#### Exercise
Give a verbatim repeat of the lines that run from the line containing "Task: Build a" to the end of the data below.

[Saved entries]
== Segment start ==

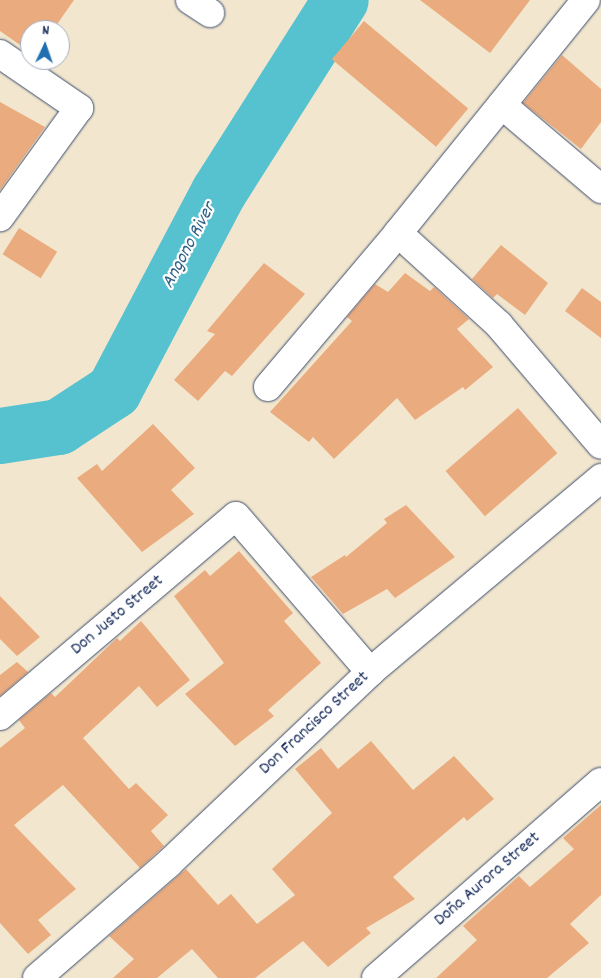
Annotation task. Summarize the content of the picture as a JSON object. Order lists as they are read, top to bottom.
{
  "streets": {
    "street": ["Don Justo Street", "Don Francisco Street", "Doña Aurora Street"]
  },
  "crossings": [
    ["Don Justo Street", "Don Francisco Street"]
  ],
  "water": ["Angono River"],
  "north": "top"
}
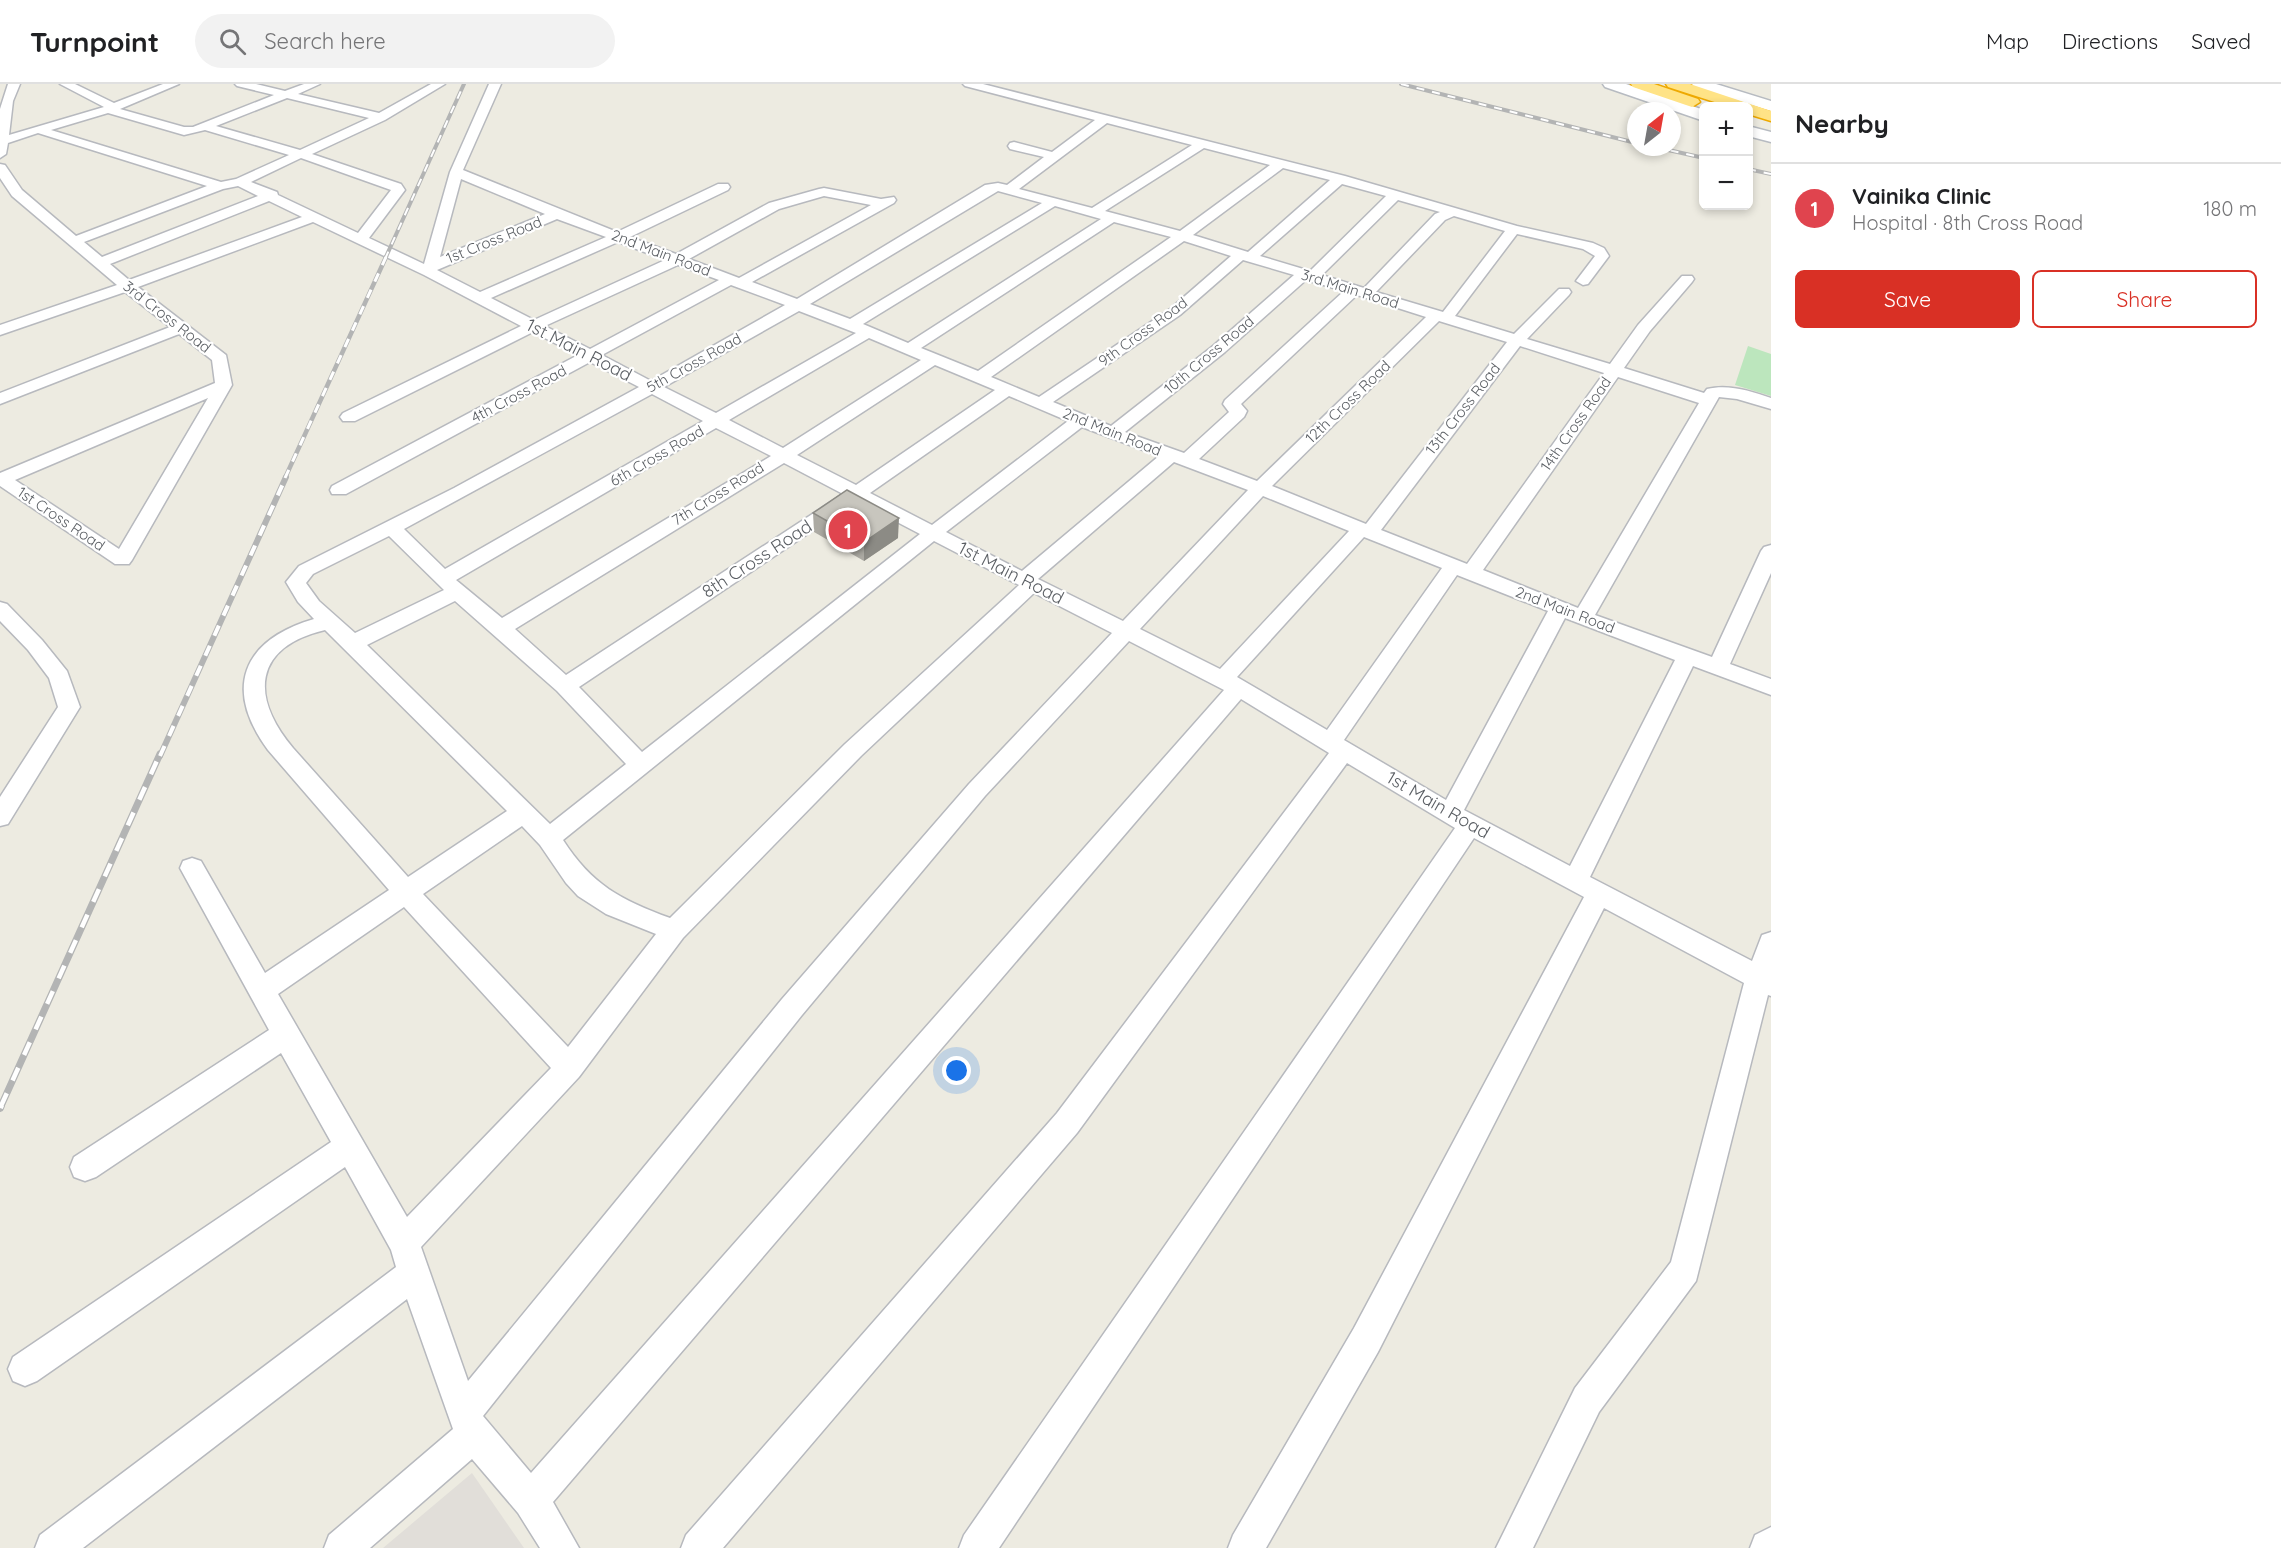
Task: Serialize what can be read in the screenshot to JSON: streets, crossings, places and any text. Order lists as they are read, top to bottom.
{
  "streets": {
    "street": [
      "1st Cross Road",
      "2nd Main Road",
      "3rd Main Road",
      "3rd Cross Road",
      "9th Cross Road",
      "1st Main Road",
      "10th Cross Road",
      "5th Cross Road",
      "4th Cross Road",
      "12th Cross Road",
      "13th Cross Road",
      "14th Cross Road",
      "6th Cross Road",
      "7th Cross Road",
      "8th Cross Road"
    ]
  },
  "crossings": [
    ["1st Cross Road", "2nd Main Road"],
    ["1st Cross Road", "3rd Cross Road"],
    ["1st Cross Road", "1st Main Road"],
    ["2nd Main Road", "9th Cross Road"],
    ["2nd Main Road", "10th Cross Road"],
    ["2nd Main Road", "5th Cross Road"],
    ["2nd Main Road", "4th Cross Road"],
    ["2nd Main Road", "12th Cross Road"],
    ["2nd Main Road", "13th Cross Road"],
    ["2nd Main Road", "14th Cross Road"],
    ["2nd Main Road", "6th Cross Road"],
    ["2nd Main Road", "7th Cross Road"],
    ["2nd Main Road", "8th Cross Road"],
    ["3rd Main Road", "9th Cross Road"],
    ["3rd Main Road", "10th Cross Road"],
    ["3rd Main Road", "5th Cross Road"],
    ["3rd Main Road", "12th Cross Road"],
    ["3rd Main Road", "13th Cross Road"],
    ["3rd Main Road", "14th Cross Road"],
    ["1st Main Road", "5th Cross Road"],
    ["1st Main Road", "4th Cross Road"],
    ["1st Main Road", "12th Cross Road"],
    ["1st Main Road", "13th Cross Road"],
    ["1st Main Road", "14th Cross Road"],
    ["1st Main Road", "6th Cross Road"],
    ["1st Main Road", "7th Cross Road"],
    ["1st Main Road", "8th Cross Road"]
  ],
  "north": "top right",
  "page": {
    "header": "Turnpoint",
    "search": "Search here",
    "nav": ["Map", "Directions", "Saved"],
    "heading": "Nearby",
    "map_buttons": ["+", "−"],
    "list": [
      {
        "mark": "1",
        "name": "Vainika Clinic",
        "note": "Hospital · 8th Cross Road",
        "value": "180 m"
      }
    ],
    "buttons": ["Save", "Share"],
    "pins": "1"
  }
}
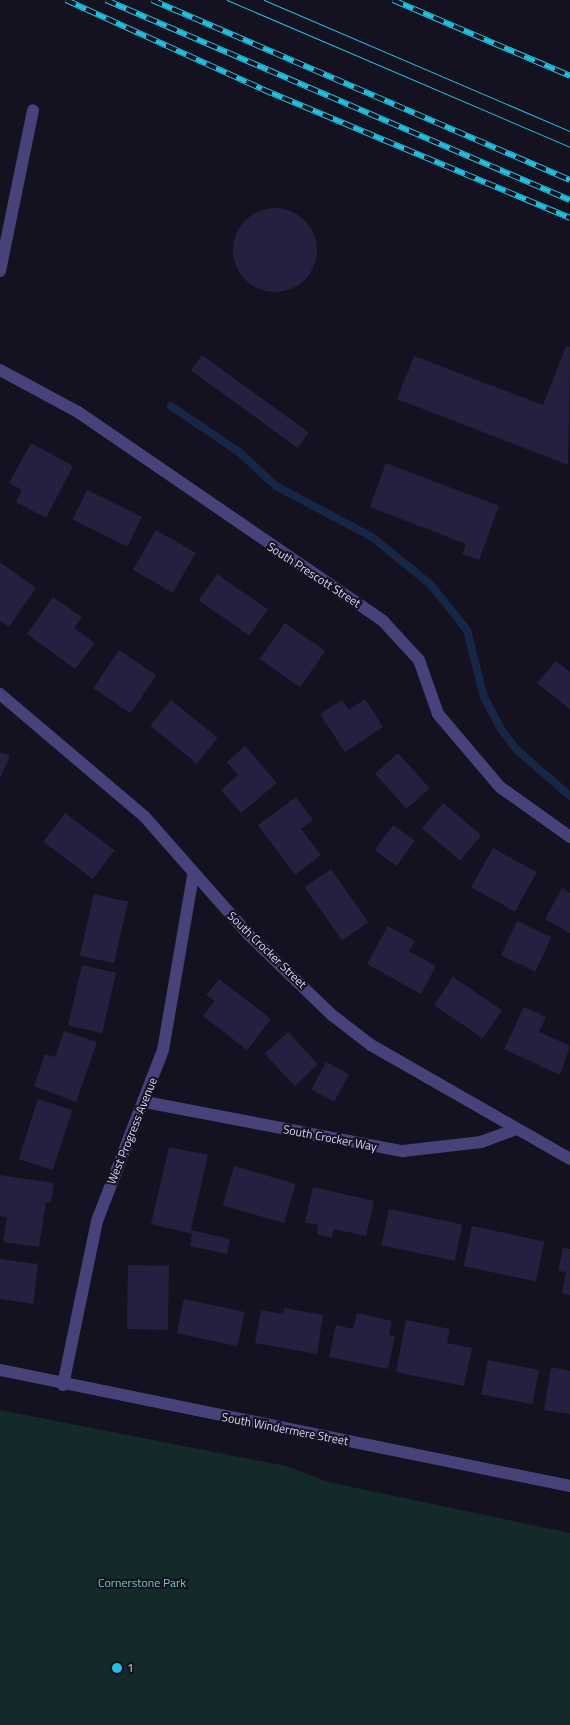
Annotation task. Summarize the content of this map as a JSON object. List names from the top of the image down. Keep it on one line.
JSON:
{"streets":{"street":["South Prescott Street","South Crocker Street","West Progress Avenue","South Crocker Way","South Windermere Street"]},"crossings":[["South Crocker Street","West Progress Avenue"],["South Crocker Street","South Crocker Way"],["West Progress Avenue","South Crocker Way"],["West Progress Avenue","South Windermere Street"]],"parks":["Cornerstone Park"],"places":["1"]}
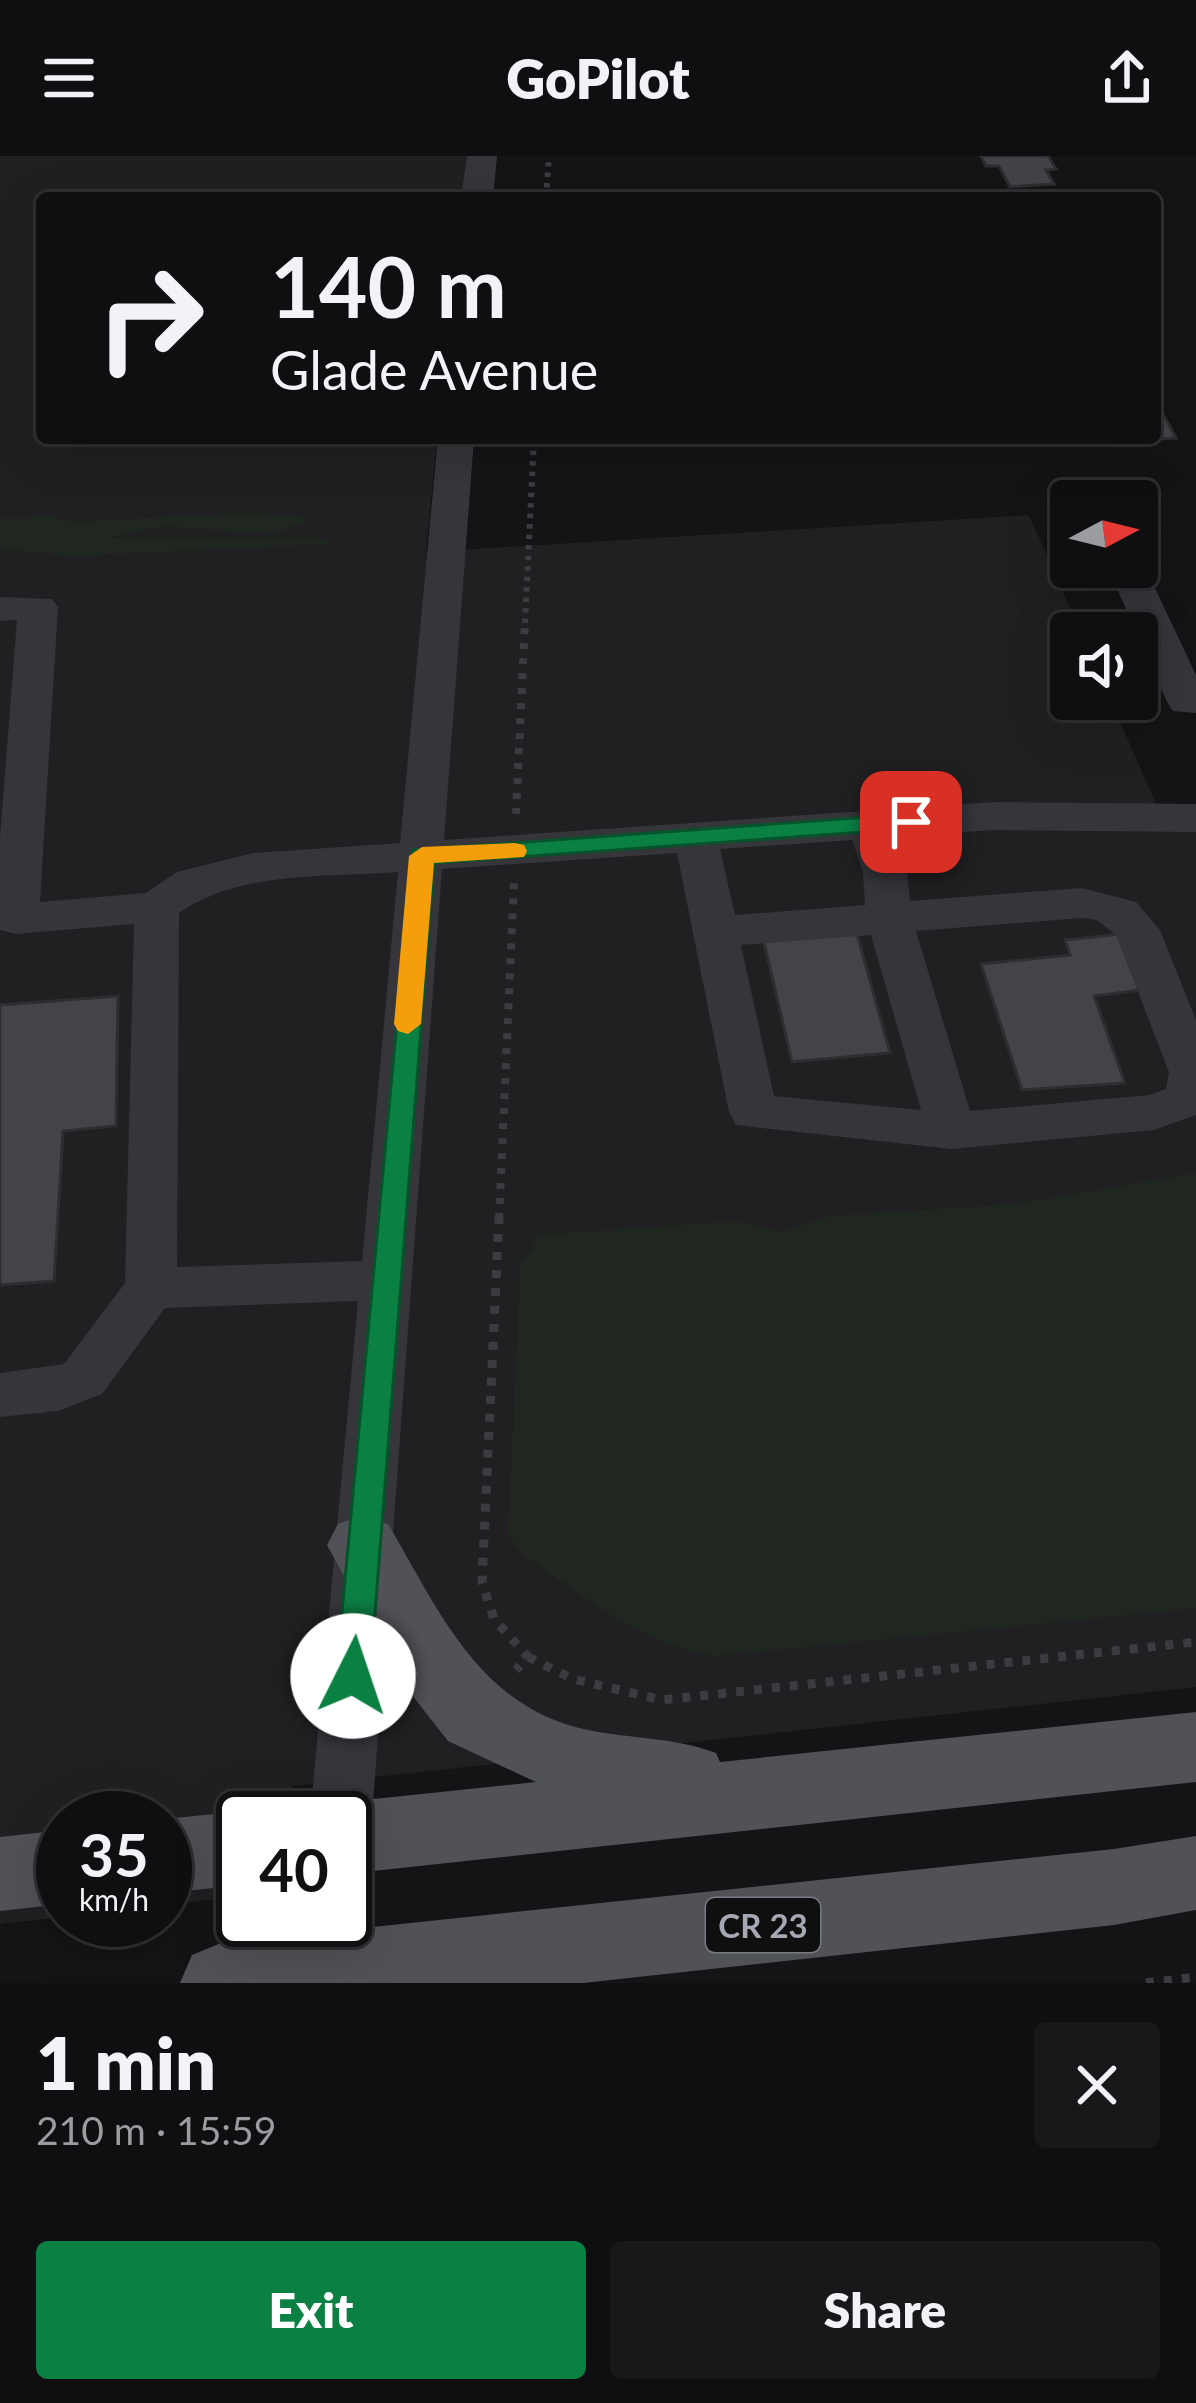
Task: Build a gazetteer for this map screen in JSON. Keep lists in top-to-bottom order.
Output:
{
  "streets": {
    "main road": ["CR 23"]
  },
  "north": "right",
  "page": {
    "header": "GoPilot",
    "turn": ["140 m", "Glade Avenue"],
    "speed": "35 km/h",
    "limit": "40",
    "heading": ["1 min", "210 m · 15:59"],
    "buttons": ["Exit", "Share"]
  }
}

== Segment end ==

#### Expected answer
Task: Build a gazetteer for this map screen in JSON. Keep lists in top-to-bottom order.
Output:
{
  "streets": {
    "main road": ["CR 23"]
  },
  "north": "right",
  "page": {
    "header": "GoPilot",
    "turn": ["140 m", "Glade Avenue"],
    "speed": "35 km/h",
    "limit": "40",
    "heading": ["1 min", "210 m · 15:59"],
    "buttons": ["Exit", "Share"]
  }
}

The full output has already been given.